Right versus wrong, good versus evil, and peanut butter versus jelly—these are just a few of the many eternal struggles this book tackles.
But don’t worry, based on the NFL’s recent concussion scares, all this book’s characters were made to wear helmets before these hard-hitting issues were tackled.
Some central questions will be answered, like:
Who is Dark Jar Tin Zoo, and why is he trying to take over the world?
Will Jackson Jackson Jackson be able to thwart Dark’s diabolical plans? And why does he have a last name for a first and a middle name?
Is Abby Norma Sykes simply too sexy to be featured in such a dramatic thriller such as this book clearly is?
Finally, is it improper to refer to a dwarf as a midget? And what is the shortest height you can be without technically being a dwarf? Is it really as tall as 4’11”? Does that make a person who’s 4’10” the World’s Tallest Dwarf?
This book doesn’t actually discuss such serious social issues as I alluded to in the last paragraph, but it should. I’ll speak to the author immediately, and maybe he’ll address them in the sequel.
Oops! Did I just spoil the surprise? Yes, I most certainly did! Well, there it is—there will be more adventures featuring Dark Jar Tin Zoo, Jackson Jackson Jackson, Abby Norma Sykes, and a smorgasbord of other quirky characters.
This is just the first book of many (unless of course the government poisons me to stop me from exposing their methods of exploitation).
BIOGRAPHY This is it, this is my biography. The story of Jarod Kintz begins now.
Let’s knock out the trivial first. I was born in Salt Lake City on March 5th. Now that you know my birthday, please feel free to get me birthday presents. Notice how I used the plural, presents? More than one gift would be greatly appreciated. Appropriate gifts include gold coins, bars of silver, and large tracts of land (preferably beachfront property). Or you could just buy me a drink—soda, natural, because I don’t drink either alcohol or high fructose corn syrup.
Skipping ahead a few years, and a few hundred miles, we come to Denver, Colorado. For a few years I attended Mackintosh Academy. In the second grade, along with English, I studied French, Spanish, and Japanese. Out of all those language classes, I remember one word: Andrea. That was my girlfriend at the time, the one who left me for my best friend. I guess I remember two words, as I remember his name too, but his name is almost sacred, as a name that shall never be uttered.

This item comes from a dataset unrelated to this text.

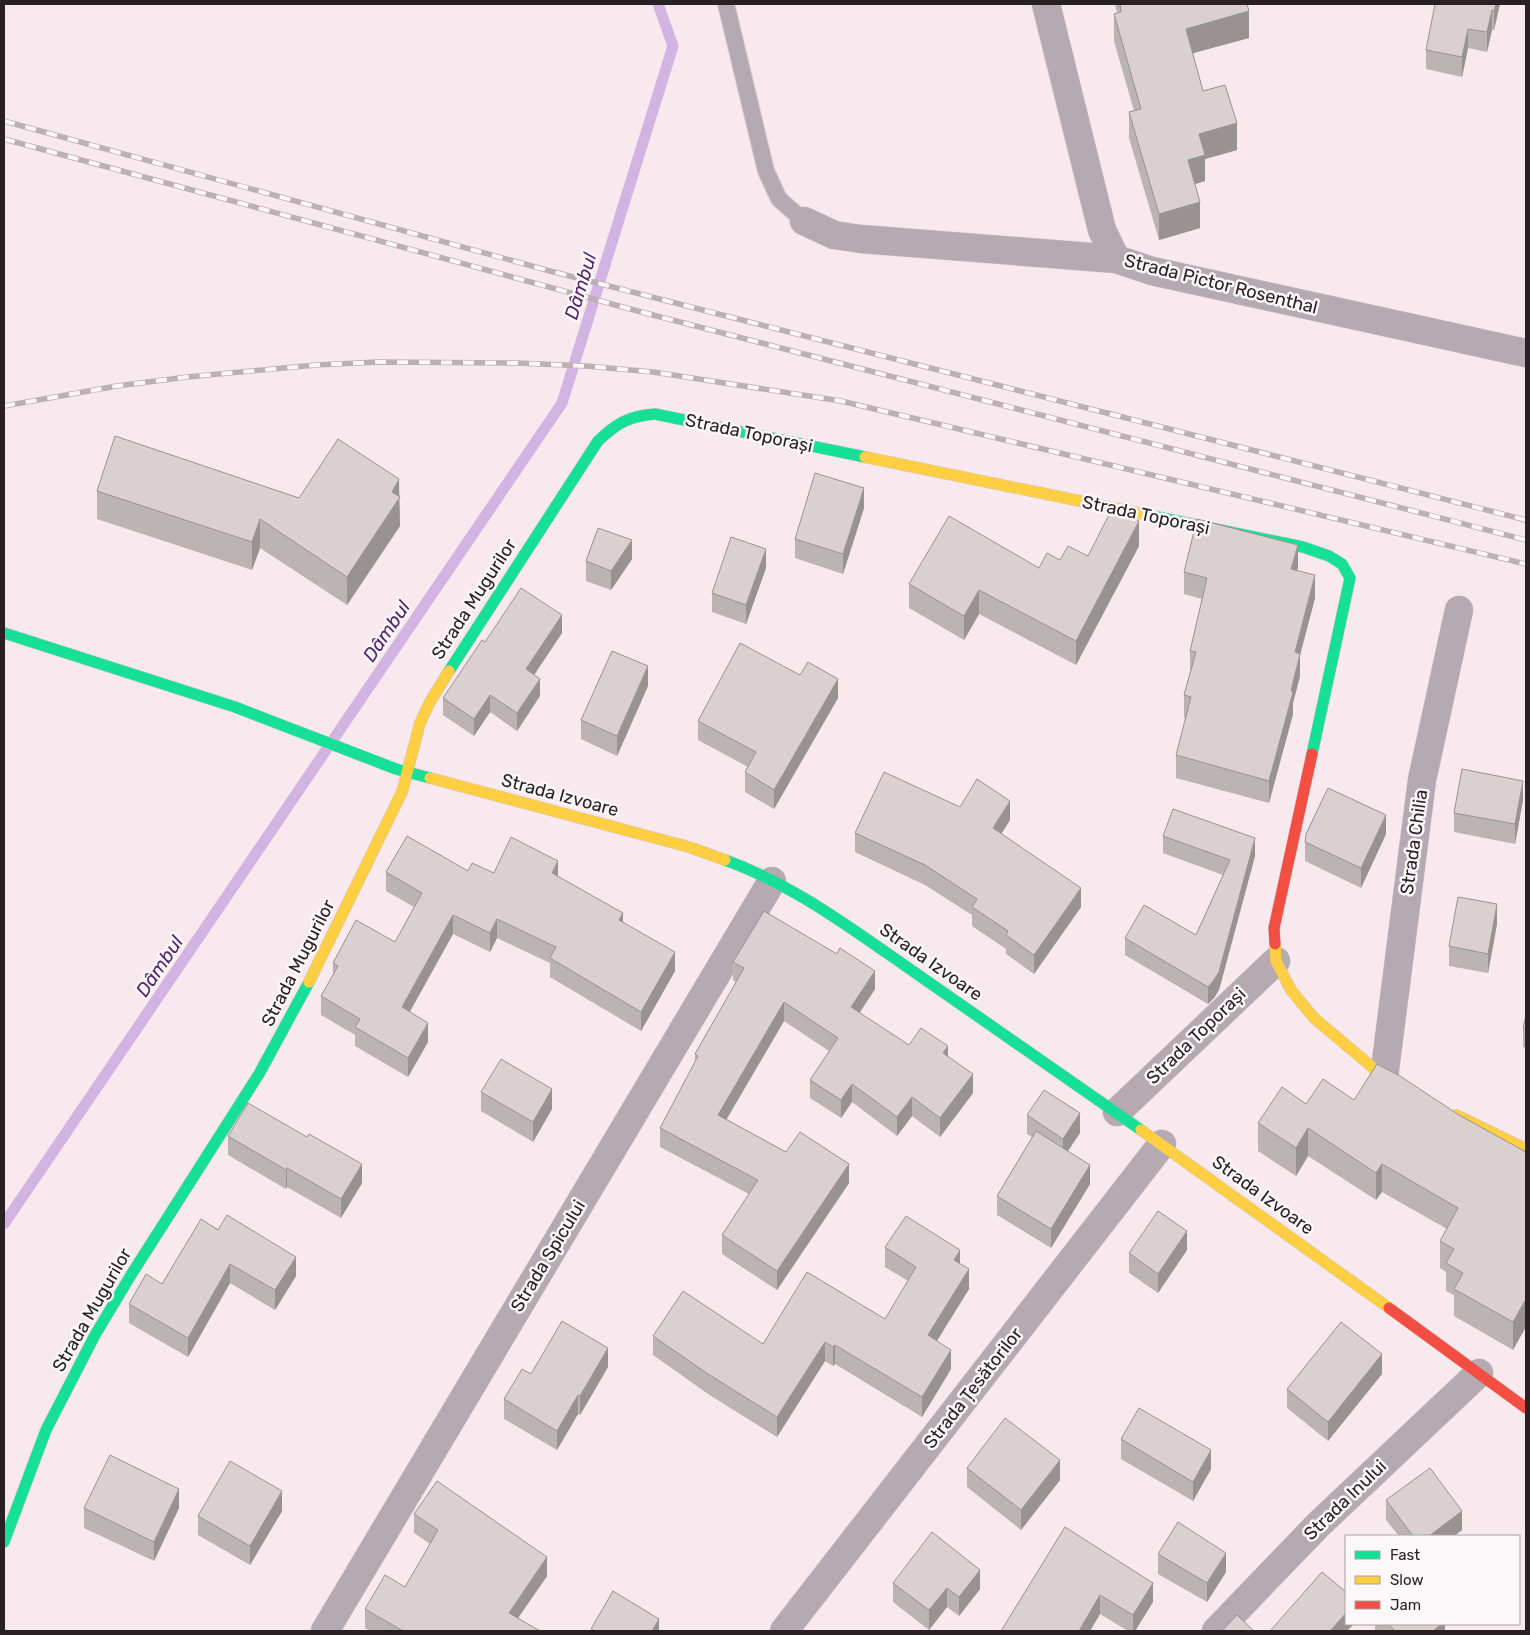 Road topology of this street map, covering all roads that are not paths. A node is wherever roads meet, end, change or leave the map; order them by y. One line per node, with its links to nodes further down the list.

Right after second grade ended my family moved to Jacksonville, Florida. It was Jacksonville that I would come to know as home, and would attend the rest of my schooling until college.
At this point I was a mediocre student. I believe I had a perfect 2.0 grade point average from third grade until I graduated from high school. My favorite classes were art, P.E., and lunch. Oh, is one of those not a class? No way—I believe art is still considered a class.
When not cracking jokes in class, I would be doing one of three things: drawing, passing notes, or sleeping. In high school I started to not only be mentally absent from class, but physically gone too. I’d skip class like a flat rock skips across a pond.
After high school, it was on to college. In all I have attended six colleges. I bounced around like a dodgeball on a trampoline. If you count the college classes I took starting my junior year of high school, then I got my four-year degree in nine years. And if you’re going to do something, you might as well do it at least twice as well as everybody else—or at least at least twice as long.
I graduated with an English degree from the University of Florida, but I took creative writing classes from both UF and Florida State University. All though college I fancied myself a fancy man, because I was an aspiring writer. Mostly I wrote t-shirt slogans and other pithy things. In the spring of 2005 I did manage to sell a line of t-shirts to Urban Outfitters.
That is my lone success in life. Seriously. Well, so far anyway. But my story is just beginning. I plan on failing my way to success. I have been rejected by literary agents, publishers, MFA programs, all sorts of women. But still I keep writing.
I have written many “books,” and I use the term books loosely. Mostly they are just compilations of my random thoughts and one-liners. But I like writing them, and people seem to like reading them. and that’s what it’s all about, right?
All my books are self-published, either through iUniverse or the wonderful Amazon Kindle program. I encourage everybody to write. Share yourself with the world. If there is one thing I like to impress upon people, it’s that you can do it, even if you can’t. Just keep can’ting until eventually you can. And you can quote me on that.